As you can see, Einstein loves AMD, and SETI loves Intel. Both comparisions are using optimized clients and apps where available.
Team MacNN - The best Macintosh team ever.
I just started crunching with
)
I just started crunching with my new AMD 64 X2 Dual Core Processor 4800+ and it seems to turn out results at a steady (+/- 1 minute) 18,450 seconds.
RE: I just started
)
Richard. Have you tried it on any other projects yet? I would be interested in hearing of your results.
Team MacNN - The best Macintosh team ever.
RE: Just fine I Want
)
I Want One? Droooool
RE: Dual Xeons work fine
)
Quad Xeons work better ! ;]
Now where did put that 8way Xeon box.....hrmmm 8)
RE: Yea, I have a dual
)
How much did that set you back?
Any one here up to designing
)
Any one here up to designing and building there owu MB to hold all there CPU's?
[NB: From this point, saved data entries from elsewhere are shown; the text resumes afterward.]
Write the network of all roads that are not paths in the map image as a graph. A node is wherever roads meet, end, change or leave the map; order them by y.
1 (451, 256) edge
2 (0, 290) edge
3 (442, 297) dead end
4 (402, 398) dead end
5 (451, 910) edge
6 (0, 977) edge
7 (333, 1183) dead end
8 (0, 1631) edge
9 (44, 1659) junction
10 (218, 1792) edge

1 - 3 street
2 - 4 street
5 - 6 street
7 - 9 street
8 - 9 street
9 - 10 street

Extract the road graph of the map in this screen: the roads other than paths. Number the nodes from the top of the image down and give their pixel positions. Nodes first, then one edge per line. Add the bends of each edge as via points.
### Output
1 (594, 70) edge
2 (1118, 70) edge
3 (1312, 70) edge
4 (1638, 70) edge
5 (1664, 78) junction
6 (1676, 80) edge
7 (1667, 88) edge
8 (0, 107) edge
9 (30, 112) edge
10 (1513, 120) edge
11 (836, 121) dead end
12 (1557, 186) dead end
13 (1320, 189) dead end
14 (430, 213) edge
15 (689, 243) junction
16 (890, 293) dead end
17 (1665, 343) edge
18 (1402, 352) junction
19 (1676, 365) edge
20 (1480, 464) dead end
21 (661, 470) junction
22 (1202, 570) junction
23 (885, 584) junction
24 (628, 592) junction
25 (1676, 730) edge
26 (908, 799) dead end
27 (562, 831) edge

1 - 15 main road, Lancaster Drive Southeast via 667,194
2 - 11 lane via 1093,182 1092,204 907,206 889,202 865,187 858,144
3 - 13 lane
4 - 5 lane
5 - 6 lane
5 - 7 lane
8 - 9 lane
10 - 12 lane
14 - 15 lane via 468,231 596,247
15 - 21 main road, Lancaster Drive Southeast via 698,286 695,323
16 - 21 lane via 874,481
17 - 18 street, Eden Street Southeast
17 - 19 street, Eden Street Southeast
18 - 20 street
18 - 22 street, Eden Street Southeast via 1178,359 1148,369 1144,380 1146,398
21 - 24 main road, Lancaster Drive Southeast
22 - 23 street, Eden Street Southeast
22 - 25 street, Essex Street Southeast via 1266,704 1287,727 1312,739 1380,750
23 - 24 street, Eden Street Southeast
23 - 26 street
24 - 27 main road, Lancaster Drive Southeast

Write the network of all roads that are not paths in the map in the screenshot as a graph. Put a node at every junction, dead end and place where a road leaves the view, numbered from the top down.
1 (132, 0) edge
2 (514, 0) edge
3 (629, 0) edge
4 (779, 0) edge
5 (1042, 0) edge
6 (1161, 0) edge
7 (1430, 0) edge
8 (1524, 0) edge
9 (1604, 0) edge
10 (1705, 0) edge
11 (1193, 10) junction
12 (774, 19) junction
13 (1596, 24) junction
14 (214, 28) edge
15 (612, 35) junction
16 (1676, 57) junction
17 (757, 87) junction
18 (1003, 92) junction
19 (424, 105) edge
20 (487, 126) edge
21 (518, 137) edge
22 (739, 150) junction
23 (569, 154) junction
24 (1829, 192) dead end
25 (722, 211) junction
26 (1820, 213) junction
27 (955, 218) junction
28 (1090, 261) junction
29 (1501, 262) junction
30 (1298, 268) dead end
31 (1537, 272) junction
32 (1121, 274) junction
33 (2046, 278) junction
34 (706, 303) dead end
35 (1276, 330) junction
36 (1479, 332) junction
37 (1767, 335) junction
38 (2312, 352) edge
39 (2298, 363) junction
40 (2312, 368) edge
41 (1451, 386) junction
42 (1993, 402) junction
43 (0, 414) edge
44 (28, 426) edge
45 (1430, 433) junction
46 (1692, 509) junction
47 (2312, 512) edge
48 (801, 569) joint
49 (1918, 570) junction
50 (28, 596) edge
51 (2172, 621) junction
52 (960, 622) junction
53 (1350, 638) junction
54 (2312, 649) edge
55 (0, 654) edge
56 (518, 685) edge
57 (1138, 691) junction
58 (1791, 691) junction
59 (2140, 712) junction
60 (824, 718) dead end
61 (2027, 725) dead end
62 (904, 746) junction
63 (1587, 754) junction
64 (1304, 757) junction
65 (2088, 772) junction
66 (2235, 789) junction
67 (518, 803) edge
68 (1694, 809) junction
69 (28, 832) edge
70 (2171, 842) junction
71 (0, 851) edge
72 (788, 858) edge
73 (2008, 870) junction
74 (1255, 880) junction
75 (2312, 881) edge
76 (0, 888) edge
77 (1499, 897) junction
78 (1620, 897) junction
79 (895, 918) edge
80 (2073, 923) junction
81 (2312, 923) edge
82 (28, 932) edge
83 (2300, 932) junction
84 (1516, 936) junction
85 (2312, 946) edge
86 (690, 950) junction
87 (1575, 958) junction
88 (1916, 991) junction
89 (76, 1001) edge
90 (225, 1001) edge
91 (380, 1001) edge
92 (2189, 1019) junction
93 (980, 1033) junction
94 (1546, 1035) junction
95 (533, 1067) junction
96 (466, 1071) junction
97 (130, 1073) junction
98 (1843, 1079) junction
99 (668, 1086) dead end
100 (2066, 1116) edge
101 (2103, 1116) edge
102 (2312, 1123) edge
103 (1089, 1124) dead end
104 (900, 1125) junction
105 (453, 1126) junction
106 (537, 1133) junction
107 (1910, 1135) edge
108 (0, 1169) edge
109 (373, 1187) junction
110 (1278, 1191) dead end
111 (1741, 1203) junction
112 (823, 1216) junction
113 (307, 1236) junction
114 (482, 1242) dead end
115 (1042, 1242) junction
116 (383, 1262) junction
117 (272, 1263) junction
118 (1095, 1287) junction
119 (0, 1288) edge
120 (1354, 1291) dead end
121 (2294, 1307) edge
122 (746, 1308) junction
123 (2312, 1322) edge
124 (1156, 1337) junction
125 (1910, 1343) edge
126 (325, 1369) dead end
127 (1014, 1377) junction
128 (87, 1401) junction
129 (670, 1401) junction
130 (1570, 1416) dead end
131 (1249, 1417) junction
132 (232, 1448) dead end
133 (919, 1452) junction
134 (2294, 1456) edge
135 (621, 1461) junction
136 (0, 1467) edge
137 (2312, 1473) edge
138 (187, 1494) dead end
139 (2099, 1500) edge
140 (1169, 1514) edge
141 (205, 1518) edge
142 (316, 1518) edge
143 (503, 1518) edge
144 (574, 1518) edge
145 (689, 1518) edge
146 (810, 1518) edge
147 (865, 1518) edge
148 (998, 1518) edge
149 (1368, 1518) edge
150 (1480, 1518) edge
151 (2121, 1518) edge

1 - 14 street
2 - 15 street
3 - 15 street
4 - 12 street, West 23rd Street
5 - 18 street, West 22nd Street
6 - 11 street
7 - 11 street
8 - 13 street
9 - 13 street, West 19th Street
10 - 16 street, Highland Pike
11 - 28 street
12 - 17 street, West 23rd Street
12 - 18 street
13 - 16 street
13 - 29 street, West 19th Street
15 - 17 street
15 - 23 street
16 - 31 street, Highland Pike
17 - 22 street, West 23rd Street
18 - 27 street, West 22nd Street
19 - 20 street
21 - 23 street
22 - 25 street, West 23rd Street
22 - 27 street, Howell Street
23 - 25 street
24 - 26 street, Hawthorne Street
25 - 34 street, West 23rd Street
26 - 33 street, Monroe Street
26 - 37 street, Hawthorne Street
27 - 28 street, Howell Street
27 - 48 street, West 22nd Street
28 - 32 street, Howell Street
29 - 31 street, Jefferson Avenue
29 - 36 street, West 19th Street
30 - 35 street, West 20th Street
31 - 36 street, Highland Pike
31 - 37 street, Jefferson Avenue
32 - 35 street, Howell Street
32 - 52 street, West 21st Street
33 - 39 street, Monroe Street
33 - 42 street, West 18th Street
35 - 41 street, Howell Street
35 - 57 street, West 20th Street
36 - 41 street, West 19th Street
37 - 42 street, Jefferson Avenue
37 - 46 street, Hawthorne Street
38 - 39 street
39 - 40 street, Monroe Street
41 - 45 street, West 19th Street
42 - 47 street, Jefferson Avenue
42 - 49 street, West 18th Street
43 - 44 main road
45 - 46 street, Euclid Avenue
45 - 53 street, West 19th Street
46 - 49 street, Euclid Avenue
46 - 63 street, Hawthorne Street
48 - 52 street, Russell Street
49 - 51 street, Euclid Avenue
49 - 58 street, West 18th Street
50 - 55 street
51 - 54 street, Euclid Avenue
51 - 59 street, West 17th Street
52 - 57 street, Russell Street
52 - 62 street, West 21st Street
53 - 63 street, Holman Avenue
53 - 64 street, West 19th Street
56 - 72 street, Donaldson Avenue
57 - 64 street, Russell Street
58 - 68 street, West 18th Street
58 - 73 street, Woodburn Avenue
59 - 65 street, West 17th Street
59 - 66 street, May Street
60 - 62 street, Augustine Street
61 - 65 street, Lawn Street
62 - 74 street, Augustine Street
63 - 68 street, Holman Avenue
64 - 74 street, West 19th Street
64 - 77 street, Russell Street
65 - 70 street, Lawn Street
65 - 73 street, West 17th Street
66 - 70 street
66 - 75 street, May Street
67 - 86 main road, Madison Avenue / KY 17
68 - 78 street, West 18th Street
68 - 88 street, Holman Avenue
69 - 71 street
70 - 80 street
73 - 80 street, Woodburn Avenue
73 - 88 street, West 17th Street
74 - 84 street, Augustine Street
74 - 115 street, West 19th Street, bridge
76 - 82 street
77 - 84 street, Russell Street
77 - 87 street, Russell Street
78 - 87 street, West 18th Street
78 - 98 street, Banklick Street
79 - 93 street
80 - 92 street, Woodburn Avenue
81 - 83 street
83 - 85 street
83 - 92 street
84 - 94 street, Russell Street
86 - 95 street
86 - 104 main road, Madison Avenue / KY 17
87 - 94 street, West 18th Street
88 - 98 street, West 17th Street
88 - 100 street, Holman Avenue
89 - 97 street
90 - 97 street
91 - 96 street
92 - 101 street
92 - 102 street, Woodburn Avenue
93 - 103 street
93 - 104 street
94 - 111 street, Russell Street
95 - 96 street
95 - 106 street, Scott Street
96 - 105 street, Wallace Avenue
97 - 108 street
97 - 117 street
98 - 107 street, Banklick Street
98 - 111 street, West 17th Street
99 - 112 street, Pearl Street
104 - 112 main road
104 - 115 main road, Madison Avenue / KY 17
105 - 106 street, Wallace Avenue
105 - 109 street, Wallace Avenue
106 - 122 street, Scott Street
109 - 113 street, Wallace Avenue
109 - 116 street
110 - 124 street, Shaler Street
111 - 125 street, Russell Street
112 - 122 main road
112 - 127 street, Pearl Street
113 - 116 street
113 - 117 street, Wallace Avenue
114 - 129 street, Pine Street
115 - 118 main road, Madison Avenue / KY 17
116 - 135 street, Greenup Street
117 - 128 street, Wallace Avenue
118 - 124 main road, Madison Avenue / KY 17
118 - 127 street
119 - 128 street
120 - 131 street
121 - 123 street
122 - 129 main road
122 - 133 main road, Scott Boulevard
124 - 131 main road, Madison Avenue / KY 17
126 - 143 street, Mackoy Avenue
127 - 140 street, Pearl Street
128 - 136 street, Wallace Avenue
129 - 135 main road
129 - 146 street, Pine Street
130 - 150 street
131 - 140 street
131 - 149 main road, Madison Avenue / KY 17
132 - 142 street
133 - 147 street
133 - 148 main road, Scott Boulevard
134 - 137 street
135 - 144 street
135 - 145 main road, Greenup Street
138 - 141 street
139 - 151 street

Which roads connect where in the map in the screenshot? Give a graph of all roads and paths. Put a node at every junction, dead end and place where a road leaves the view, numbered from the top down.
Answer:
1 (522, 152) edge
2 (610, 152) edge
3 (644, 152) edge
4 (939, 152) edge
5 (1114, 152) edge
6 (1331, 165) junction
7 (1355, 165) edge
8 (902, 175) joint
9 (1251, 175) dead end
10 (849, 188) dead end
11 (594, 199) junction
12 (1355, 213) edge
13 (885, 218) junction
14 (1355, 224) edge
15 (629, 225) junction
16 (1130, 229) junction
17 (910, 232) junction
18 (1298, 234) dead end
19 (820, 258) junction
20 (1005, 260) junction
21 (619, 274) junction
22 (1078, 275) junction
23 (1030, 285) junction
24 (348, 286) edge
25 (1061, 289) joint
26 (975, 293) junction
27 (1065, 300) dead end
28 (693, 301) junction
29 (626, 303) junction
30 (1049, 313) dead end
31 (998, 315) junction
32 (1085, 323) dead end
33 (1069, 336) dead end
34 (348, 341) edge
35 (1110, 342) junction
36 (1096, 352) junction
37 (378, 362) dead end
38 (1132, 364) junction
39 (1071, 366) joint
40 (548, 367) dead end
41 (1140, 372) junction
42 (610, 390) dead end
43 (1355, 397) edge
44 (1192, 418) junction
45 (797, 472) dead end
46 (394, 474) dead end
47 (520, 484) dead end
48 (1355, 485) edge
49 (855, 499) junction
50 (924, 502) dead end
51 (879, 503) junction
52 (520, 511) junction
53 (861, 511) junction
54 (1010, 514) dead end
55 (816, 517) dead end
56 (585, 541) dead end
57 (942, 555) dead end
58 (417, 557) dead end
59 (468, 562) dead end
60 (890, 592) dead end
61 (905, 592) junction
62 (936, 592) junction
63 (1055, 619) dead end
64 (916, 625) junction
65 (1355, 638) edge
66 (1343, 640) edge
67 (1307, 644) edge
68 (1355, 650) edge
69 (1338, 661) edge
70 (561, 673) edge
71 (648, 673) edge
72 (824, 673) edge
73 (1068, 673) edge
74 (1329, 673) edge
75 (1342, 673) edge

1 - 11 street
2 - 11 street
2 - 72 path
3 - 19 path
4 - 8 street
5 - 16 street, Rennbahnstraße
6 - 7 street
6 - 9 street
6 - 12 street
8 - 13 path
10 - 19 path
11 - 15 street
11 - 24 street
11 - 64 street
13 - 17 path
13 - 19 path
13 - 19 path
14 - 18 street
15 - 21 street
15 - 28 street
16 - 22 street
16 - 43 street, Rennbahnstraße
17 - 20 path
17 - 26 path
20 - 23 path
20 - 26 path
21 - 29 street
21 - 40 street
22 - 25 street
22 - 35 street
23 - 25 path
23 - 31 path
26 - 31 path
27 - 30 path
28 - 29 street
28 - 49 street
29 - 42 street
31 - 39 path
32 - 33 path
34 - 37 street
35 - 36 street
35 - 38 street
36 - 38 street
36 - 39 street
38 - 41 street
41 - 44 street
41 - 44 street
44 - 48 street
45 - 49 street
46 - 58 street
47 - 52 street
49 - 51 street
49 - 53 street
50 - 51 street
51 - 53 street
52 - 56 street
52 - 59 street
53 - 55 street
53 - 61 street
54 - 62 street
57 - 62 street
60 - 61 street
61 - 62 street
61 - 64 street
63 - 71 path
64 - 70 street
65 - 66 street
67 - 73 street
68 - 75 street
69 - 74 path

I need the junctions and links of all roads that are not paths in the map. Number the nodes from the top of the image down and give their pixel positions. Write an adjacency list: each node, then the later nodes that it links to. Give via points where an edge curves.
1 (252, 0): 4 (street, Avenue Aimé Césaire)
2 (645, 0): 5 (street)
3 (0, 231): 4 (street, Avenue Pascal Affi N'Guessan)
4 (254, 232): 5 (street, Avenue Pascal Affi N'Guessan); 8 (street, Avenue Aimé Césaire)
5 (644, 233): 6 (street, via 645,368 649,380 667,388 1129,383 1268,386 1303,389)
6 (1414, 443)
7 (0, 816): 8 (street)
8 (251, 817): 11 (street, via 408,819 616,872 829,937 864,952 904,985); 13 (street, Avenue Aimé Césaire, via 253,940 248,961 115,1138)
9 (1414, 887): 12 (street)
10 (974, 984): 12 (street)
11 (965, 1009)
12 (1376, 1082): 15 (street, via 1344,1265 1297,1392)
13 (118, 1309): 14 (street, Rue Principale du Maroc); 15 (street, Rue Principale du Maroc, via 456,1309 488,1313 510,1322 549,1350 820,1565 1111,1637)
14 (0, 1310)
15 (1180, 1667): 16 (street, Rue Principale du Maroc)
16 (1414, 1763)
Even with slower P4's or AMD XP's having ten on one board would save a lot on other hardware. Having a whole farm in one box would be good.
Would still need a 2nd computer for a backup though.
Try the Pizza@Home project, good crunching.
RE: Any one here up to
)
This is the basic idea behind the "blade servers" and rack servers - rather than one huge MB, there's a backplane that has all the "support" stuff, and "lower-cost" cards holding one or two CPUs each that slide into the backplane. If they weren't so &*%^(* expensive... but for whatever bizarre reason, most brands have hard drives and such on each "blade" and are priced over USD$2K each. Apple at least has a "cluster node" that leaves out everything but what is needed for raw CPU power, but with dual 2.3GHz G5's, it's still $3K - lots less than the $4K for the same rack-mount CPUs _with_ drives, video, etc., but still...
Bottom line is that mass production savings means the cheapest way to go is one or two CPUs per MB, one MB per case... sigh. Whoever it was that said S-100 should have won (Paul?) was right.
What we REALLY need for parallel computing to take off is for some company to build a "blade server" type box where each "blade" has _only_ a CPU, _OR_ RAM, _OR_ hard drives. The chassis would have the fans and the PCI slots and so forth. The customer could either put one CPU and one RAM and 14 hard drives in (for a data server) or one RAM and one hard drive and 14 CPUs in (for a compute server). Any hardware manufacturers listening?